2002-10-12 13:55:03

by Alastair Stevens

[permalink] [raw]
Subject: Small oddity of the week: 2.4.20-pre

Guys - I use the excellent Mindi/Mondo backup & rescue tools on my RH7.3
box, which have worked perfectly throughout a whole range of recent
kernels, up to and including 2.4.19. But, since I started running
2.4.20-pre5 (and now -pre9), Mindi refused to work any more.

I consulted the developer, and we tracked the problem down to this
pathetically innocent command sequence in the script:

fdisk -l | grep -w "/dev/hda6"

For some reason, this now produces, entirely at _random_, either one or
two lines of output! It was the duplicated output that broke Mindi. It's
easily accommodated in the script, but this randomness was never
exhibited on any earlier kernels. Is it me, or is this weird?
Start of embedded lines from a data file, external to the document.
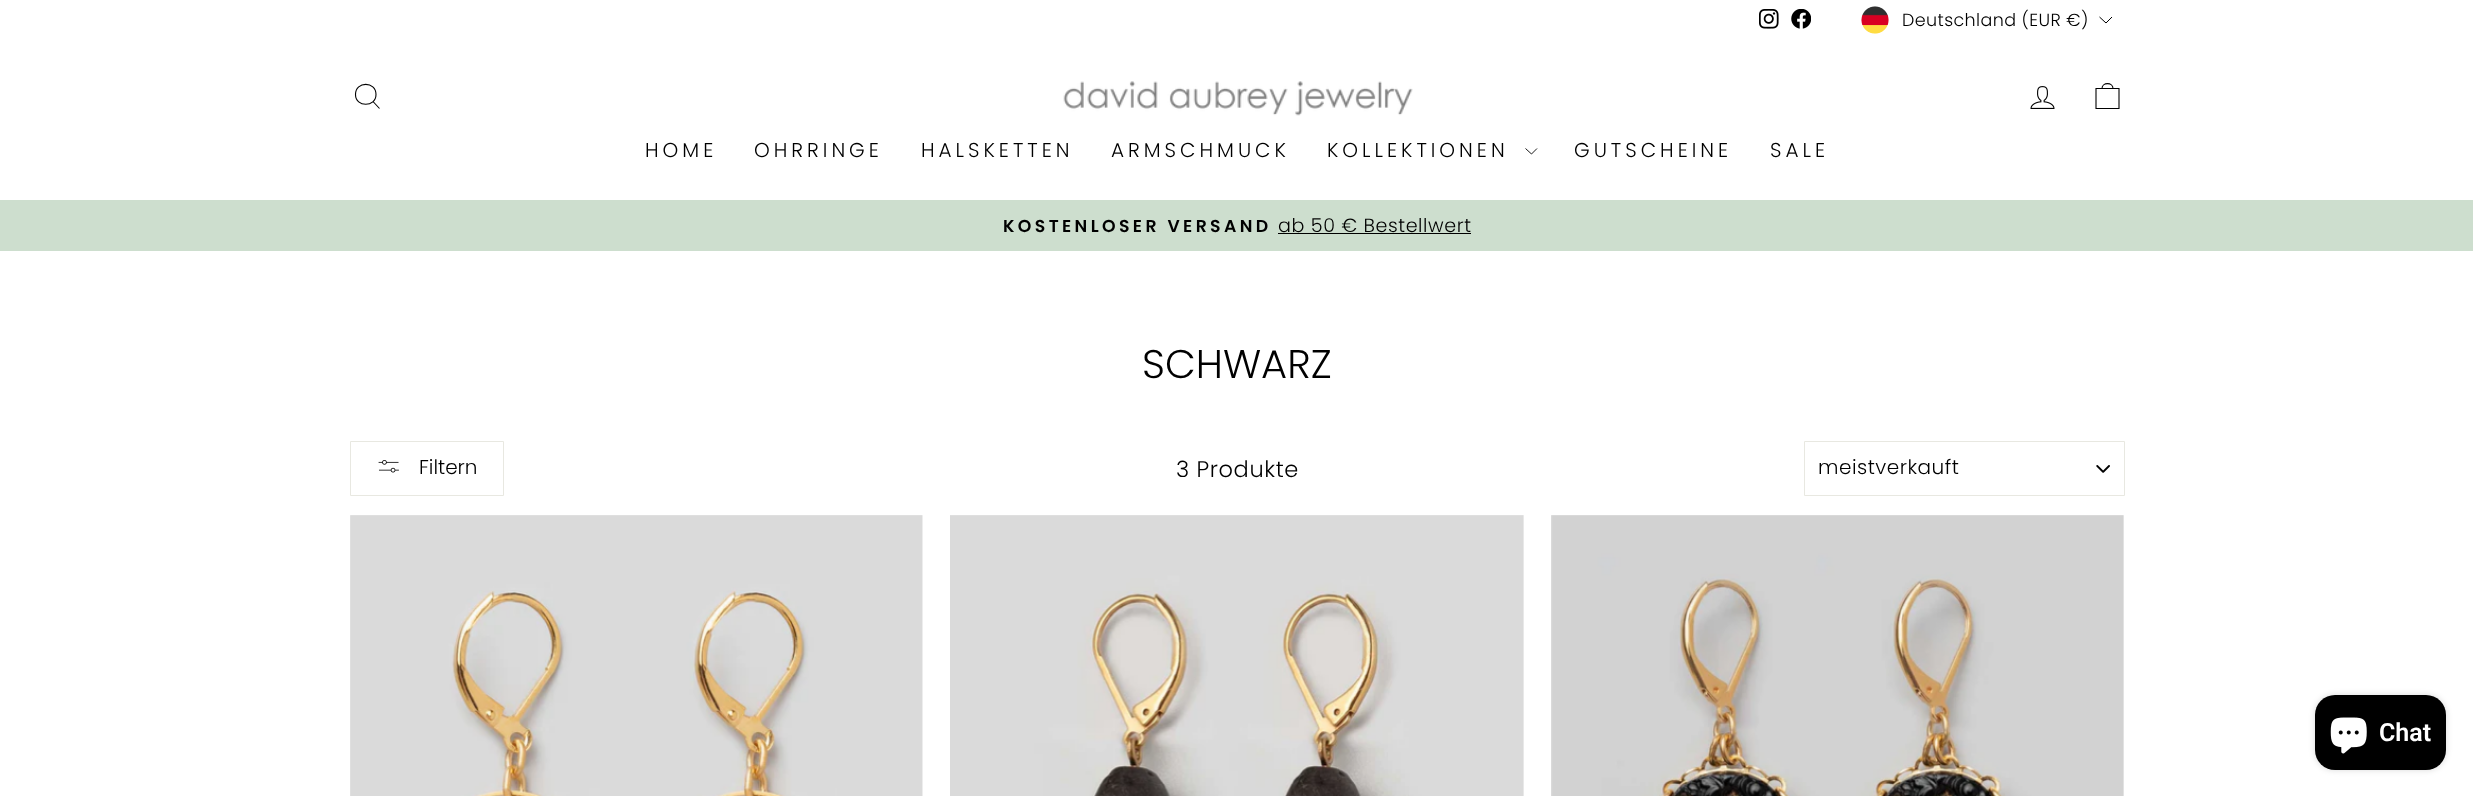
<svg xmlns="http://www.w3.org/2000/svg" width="2473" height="796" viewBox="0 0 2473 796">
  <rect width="100%" height="100%" fill="#fff"/>
  <image x="1759" y="9" width="20" height="20" href="img/1.png"/>
  <image x="1791" y="9" width="20" height="20" href="img/2.png"/>
  <image x="1861" y="6" width="28" height="28" href="img/3.png"/>
  <path d="M2099.5 17L2106 23L2112 17" fill="none" stroke="#000"/>
  <path d="M0 200h2473v51H0z" fill="#cddece"/>
  <path d="M0 40h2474v160H0z" fill="#00000033" filter="blur(0.5px)"/>
  <path d="M0 40h2473v160H0z" fill="#fff"/>
  <path d="M376 94.5C376 107.5 355.5 107.5 355.5 94.5C355.5 81 376 81 376 94.5ZM379.5 108.5L373 101.5" fill="none" stroke="#000" stroke-width="1.1"/>
  <image x="1063" y="81" width="350" height="35" href="img/4.png"/>
  <image x="2030" y="86" width="25" height="23" href="img/5.png"/>
  <path d="M2096 88.5H2119V108.5H2096ZM2102 88.5C2102 82 2113 82 2113 88.5" fill="none" stroke="#000" stroke-width="1.1"/>
  <path d="M1525.5 148.5L1531.5 154L1537 148.5" fill="none" stroke="#000" stroke-width="0.9"/>
  <path d="M1278 233h193v1H1278z" fill="#000"/>
  <path d="M350.5 441.5h153v54H350.5z" fill="none" stroke="#e8e8e1"/>
  <image x="378" y="460" width="21" height="13" href="img/6.png"/>
  <image x="2096" y="465" width="14" height="8" href="img/7.png"/>
  <path d="M1804.5 441.5h320v54H1804.5z" fill="none" stroke="#e8e8e1"/>
  <image x="350" y="515" width="573" height="281" href="img/8.png"/>
  <image x="950" y="515" width="574" height="281" href="img/9.png"/>
  <image x="1551" y="515" width="573" height="281" href="img/10.png"/>
  <rect x="2315" y="695" width="131" height="75" rx="20" fill="#00000026" filter="blur(3px)"/>
  <rect x="2315" y="695" width="131" height="75" rx="20" fill="#000"/>
  <image x="2330" y="717" width="37" height="37" href="img/11.png"/>
  <text x="1902" y="26" font-family="Poppins" font-size="17.5" font-weight="300" letter-spacing="0.4" fill="#000">Deutschland (EUR €)</text>
  <g font-family="Poppins" font-size="20" font-weight="300" letter-spacing="4" fill="#000">
    <text x="645" y="157">HOME</text>
    <text x="754" y="157">OHRRINGE</text>
    <text x="921" y="157">HALSKETTEN</text>
    <text x="1111" y="157">ARMSCHMUCK</text>
    <text x="1327" y="157">KOLLEKTIONEN</text>
    <text x="1574" y="157">GUTSCHEINE</text>
    <text x="1770" y="157">SALE</text>
  </g>
  <text x="1003" y="232" font-family="Poppins" font-size="17.25" font-weight="600" letter-spacing="3.4" fill="#000">KOSTENLOSER VERSAND</text>
  <text x="1278" y="232" font-family="Poppins" font-size="19.1" font-weight="300" letter-spacing="0.6" fill="#000">ab 50 € Bestellwert</text>
  <text x="1142" y="378" font-family="Poppins" font-size="40" font-weight="300" fill="#000">SCHWARZ</text>
  <text x="419" y="474" font-family="Poppins" font-size="20" font-weight="300" fill="#000">Filtern</text>
  <text x="1176" y="477" font-family="Poppins" font-size="22.5" font-weight="300" letter-spacing="0.6" fill="#000">3 Produkte</text>
  <text x="1818" y="474" font-family="Poppins" font-size="20" font-weight="300" letter-spacing="0.5" fill="#000">meistverkauft</text>
  <text x="2379" y="741" font-family="Roboto" font-size="25" font-weight="600" fill="#fff">Chat</text>
</svg>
I hope this is useful in some way - anyone got any ideas?

Cheers
Alastair

--
\\ Alastair Stevens Cambridge
\\ Technical Director / \..-^..^...
\\ |Linux solutions \
\\ 01223 813774 \ /........../
\\ http://www.camlinux.co.uk '-=-'
--


2002-10-12 17:54:45

by Andries Brouwer

[permalink] [raw]
Subject: Re: Small oddity of the week: 2.4.20-pre

On Sat, Oct 12, 2002 at 06:30:15PM +0100, Alastair Stevens wrote:
> > > fdisk -l | grep -w "/dev/hda6"
> > >
> > > For some reason, this now produces, entirely at _random_, either one or
> > > two lines of output! It was the duplicated output that broke Mindi.
>
> Here's a typical output:
>
> 1 root@dolphin:/home/alastair> fdisk -l | grep -w "/dev/hda6"
> /dev/hda6 4419 4749 2658726 83 Linux
> /dev/hda6 4419 4749 2658726 83 Linux
> 2 root@dolphin:/home/alastair> fdisk -l | grep -w "/dev/hda6"
> /dev/hda6 4419 4749 2658726 83 Linux
> 3 root@dolphin:/home/alastair> fdisk -l | grep -w "/dev/hda6"
> /dev/hda6 4419 4749 2658726 83 Linux
> 4 root@dolphin:/home/alastair> fdisk -l | grep -w "/dev/hda6"
> /dev/hda6 4419 4749 2658726 83 Linux
>
> ie - the first time, it gives me two repeated lines. This appears to be
> random. In a clean terminal, it'll sometimes give me only the one line
> on the first run, and then do two lines multiple times....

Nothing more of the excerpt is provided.